Saved data entries
━━━━━━━━━━━━━━━━━━━━━━━━━━━━━━
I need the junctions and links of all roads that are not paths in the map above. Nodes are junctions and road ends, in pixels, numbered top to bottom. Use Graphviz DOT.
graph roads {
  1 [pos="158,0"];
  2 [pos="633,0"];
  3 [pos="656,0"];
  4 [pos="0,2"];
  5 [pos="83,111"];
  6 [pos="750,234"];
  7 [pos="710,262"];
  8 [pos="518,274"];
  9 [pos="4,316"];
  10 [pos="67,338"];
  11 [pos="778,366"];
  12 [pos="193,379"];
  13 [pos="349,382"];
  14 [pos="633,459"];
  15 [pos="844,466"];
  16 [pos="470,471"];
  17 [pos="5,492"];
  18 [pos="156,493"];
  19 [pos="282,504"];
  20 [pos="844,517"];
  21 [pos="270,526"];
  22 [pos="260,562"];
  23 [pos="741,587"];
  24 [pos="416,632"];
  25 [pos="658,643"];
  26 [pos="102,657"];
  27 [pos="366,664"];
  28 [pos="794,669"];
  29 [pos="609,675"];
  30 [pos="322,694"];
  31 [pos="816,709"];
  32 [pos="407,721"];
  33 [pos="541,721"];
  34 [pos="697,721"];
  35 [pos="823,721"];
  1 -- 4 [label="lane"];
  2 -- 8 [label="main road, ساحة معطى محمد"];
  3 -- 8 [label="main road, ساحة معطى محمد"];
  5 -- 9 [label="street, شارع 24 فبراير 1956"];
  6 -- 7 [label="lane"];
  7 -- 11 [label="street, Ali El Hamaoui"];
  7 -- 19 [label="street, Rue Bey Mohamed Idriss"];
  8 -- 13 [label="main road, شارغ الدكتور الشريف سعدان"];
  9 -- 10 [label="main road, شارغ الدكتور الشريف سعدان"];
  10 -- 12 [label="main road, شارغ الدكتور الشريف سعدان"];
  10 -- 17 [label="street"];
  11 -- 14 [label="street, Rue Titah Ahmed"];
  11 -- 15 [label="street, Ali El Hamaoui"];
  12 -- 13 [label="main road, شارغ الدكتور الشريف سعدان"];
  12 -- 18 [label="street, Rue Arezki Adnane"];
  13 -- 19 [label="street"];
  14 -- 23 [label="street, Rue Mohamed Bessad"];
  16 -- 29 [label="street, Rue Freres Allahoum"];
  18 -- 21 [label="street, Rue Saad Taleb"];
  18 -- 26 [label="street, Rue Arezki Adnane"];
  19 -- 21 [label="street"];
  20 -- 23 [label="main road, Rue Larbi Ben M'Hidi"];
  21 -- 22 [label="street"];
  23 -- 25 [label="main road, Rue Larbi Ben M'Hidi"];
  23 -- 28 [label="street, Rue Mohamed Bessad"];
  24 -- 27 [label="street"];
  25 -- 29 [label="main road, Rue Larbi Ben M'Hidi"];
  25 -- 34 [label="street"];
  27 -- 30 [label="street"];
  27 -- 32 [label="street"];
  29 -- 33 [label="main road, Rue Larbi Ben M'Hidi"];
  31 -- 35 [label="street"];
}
━━━━━━━━━━━━━━━━━━━━━━━━━━━━━━
THE TASK - Write every entry out again exactly.

THE ANSWER -
I need the junctions and links of all roads that are not paths in the map above. Nodes are junctions and road ends, in pixels, numbered top to bottom. Use Graphviz DOT.
graph roads {
  1 [pos="158,0"];
  2 [pos="633,0"];
  3 [pos="656,0"];
  4 [pos="0,2"];
  5 [pos="83,111"];
  6 [pos="750,234"];
  7 [pos="710,262"];
  8 [pos="518,274"];
  9 [pos="4,316"];
  10 [pos="67,338"];
  11 [pos="778,366"];
  12 [pos="193,379"];
  13 [pos="349,382"];
  14 [pos="633,459"];
  15 [pos="844,466"];
  16 [pos="470,471"];
  17 [pos="5,492"];
  18 [pos="156,493"];
  19 [pos="282,504"];
  20 [pos="844,517"];
  21 [pos="270,526"];
  22 [pos="260,562"];
  23 [pos="741,587"];
  24 [pos="416,632"];
  25 [pos="658,643"];
  26 [pos="102,657"];
  27 [pos="366,664"];
  28 [pos="794,669"];
  29 [pos="609,675"];
  30 [pos="322,694"];
  31 [pos="816,709"];
  32 [pos="407,721"];
  33 [pos="541,721"];
  34 [pos="697,721"];
  35 [pos="823,721"];
  1 -- 4 [label="lane"];
  2 -- 8 [label="main road, ساحة معطى محمد"];
  3 -- 8 [label="main road, ساحة معطى محمد"];
  5 -- 9 [label="street, شارع 24 فبراير 1956"];
  6 -- 7 [label="lane"];
  7 -- 11 [label="street, Ali El Hamaoui"];
  7 -- 19 [label="street, Rue Bey Mohamed Idriss"];
  8 -- 13 [label="main road, شارغ الدكتور الشريف سعدان"];
  9 -- 10 [label="main road, شارغ الدكتور الشريف سعدان"];
  10 -- 12 [label="main road, شارغ الدكتور الشريف سعدان"];
  10 -- 17 [label="street"];
  11 -- 14 [label="street, Rue Titah Ahmed"];
  11 -- 15 [label="street, Ali El Hamaoui"];
  12 -- 13 [label="main road, شارغ الدكتور الشريف سعدان"];
  12 -- 18 [label="street, Rue Arezki Adnane"];
  13 -- 19 [label="street"];
  14 -- 23 [label="street, Rue Mohamed Bessad"];
  16 -- 29 [label="street, Rue Freres Allahoum"];
  18 -- 21 [label="street, Rue Saad Taleb"];
  18 -- 26 [label="street, Rue Arezki Adnane"];
  19 -- 21 [label="street"];
  20 -- 23 [label="main road, Rue Larbi Ben M'Hidi"];
  21 -- 22 [label="street"];
  23 -- 25 [label="main road, Rue Larbi Ben M'Hidi"];
  23 -- 28 [label="street, Rue Mohamed Bessad"];
  24 -- 27 [label="street"];
  25 -- 29 [label="main road, Rue Larbi Ben M'Hidi"];
  25 -- 34 [label="street"];
  27 -- 30 [label="street"];
  27 -- 32 [label="street"];
  29 -- 33 [label="main road, Rue Larbi Ben M'Hidi"];
  31 -- 35 [label="street"];
}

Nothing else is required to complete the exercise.